Advancing Material Property Prediction: Using Physics-Informed Machine Learning Models for Viscosity

Mohammad Atif Faiz Afzal,Alex K. Chew,Matthew Sender,Zachary Kaplan,Anand Chandrasekaran,Andrea R. Browning,H. Shaun Kwak,Mathew D. Halls,Jackson Chief Elk
DOI: https://doi.org/10.26434/chemrxiv-2023-1qfw8-v2
2024-01-17
Abstract:In materials science, accurately computing properties like viscosity, melting point, and glass transition temperatures solely through physics-based models is challenging. Data-driven machine learning (ML) also poses challenges in constructing ML models, especially in the material science domain where data is limited. To address this, we integrate physics-informed descriptors from molecular dynamics (MD) simulations to enhance the accuracy and interpretability of ML models. Our current study focuses on accurately predicting viscosity in liquid systems using MD descriptors. In this work, we curated a comprehensive dataset of over 4,000 small organic molecules’ viscosities from scientific literature, publications, and online databases. This dataset enabled us to develop quantitative structure–property relationships (QSPR) consisting of descriptor-based and graph neural network models to predict temperature-dependent viscosities for a wide range of viscosities with considerable accuracy. The QSPR models reveal that including MD descriptors improves prediction accuracies of experimental viscosities, particularly at the small data set scale of fewer than a thousand data points. Furthermore, feature importance tools reveal that intermolecular interactions captured by MD descriptors are most important for accurate viscosity predictions.
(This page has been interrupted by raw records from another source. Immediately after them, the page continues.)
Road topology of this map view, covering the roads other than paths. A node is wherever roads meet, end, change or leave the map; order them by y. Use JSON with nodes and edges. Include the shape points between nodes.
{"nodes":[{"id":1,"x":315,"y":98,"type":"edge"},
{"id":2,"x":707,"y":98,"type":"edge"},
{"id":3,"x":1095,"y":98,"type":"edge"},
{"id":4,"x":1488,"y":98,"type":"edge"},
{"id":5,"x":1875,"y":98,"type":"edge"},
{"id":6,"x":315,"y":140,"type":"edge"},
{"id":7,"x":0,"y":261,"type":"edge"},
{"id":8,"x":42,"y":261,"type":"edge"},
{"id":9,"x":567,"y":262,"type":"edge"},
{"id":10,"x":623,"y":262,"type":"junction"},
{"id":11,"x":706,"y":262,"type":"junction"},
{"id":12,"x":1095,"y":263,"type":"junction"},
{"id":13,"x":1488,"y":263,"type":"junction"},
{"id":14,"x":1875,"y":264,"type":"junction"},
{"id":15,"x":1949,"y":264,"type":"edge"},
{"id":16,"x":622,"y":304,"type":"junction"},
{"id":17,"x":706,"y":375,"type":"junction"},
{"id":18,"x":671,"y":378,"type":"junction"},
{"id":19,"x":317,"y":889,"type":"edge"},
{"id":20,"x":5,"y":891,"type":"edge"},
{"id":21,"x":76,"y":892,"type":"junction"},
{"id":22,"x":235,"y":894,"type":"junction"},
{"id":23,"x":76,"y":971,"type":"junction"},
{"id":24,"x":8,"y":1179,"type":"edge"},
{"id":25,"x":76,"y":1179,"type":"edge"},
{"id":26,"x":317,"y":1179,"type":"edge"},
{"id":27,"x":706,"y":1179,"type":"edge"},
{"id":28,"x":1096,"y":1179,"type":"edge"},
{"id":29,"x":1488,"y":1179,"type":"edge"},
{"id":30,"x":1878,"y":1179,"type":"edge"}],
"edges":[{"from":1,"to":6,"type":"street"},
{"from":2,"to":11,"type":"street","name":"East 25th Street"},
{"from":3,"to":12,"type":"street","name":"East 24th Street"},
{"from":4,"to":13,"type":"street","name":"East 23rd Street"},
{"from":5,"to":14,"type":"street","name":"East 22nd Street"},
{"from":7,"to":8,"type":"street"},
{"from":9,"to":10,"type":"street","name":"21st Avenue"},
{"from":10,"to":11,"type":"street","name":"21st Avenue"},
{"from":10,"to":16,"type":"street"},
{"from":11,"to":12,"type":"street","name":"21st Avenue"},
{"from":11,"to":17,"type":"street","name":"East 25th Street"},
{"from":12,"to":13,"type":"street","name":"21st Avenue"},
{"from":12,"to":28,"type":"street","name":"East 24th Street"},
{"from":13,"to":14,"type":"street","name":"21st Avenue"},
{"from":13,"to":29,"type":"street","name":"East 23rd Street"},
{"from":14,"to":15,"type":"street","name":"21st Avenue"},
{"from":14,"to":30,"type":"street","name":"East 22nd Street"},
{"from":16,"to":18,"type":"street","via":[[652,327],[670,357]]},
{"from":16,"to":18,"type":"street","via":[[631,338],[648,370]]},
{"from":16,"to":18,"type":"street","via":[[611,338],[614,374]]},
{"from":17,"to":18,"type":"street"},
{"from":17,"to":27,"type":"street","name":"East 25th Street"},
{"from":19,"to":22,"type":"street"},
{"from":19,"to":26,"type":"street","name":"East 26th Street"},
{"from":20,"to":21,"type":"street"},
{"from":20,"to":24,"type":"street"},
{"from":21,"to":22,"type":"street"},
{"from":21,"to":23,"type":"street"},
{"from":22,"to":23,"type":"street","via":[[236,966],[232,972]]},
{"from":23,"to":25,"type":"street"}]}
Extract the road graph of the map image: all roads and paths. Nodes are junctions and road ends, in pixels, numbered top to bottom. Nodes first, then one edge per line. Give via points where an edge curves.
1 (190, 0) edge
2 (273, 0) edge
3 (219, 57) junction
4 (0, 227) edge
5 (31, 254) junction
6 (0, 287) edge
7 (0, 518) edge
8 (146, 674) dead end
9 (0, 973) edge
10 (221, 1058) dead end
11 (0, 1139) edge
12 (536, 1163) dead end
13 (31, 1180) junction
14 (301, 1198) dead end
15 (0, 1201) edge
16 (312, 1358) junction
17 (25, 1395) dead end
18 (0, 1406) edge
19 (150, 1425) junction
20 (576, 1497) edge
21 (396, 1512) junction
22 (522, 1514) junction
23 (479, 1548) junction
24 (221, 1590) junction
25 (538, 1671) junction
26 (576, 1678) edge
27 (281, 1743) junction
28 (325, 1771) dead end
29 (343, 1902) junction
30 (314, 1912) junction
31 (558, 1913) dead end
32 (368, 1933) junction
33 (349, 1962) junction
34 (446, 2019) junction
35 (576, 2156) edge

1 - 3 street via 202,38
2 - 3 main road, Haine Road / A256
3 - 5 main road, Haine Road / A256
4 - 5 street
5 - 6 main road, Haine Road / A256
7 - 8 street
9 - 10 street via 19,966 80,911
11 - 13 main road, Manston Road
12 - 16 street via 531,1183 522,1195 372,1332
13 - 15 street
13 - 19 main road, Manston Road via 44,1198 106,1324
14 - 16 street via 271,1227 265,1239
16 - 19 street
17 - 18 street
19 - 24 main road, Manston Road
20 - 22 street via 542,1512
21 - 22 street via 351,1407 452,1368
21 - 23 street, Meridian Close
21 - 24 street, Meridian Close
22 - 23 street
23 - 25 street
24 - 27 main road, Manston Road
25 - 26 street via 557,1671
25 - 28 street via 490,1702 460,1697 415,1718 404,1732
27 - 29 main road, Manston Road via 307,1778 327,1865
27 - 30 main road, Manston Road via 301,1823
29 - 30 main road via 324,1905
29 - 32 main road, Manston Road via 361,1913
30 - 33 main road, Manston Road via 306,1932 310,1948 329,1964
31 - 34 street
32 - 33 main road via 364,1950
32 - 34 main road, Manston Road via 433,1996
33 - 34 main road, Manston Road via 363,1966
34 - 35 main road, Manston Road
Finally, the QSPR models can accurately capture the inverse relationship between viscosity and temperature for six battery-relevant solvents, some of which were not included in the original data set. Our research highlights the effectiveness of incorporating MD descriptors into QSPR models, which leads to improved accuracy for properties that are difficult to predict when using physics-based models alone or when limited data is available.
Chemistry
What problem does this paper attempt to address?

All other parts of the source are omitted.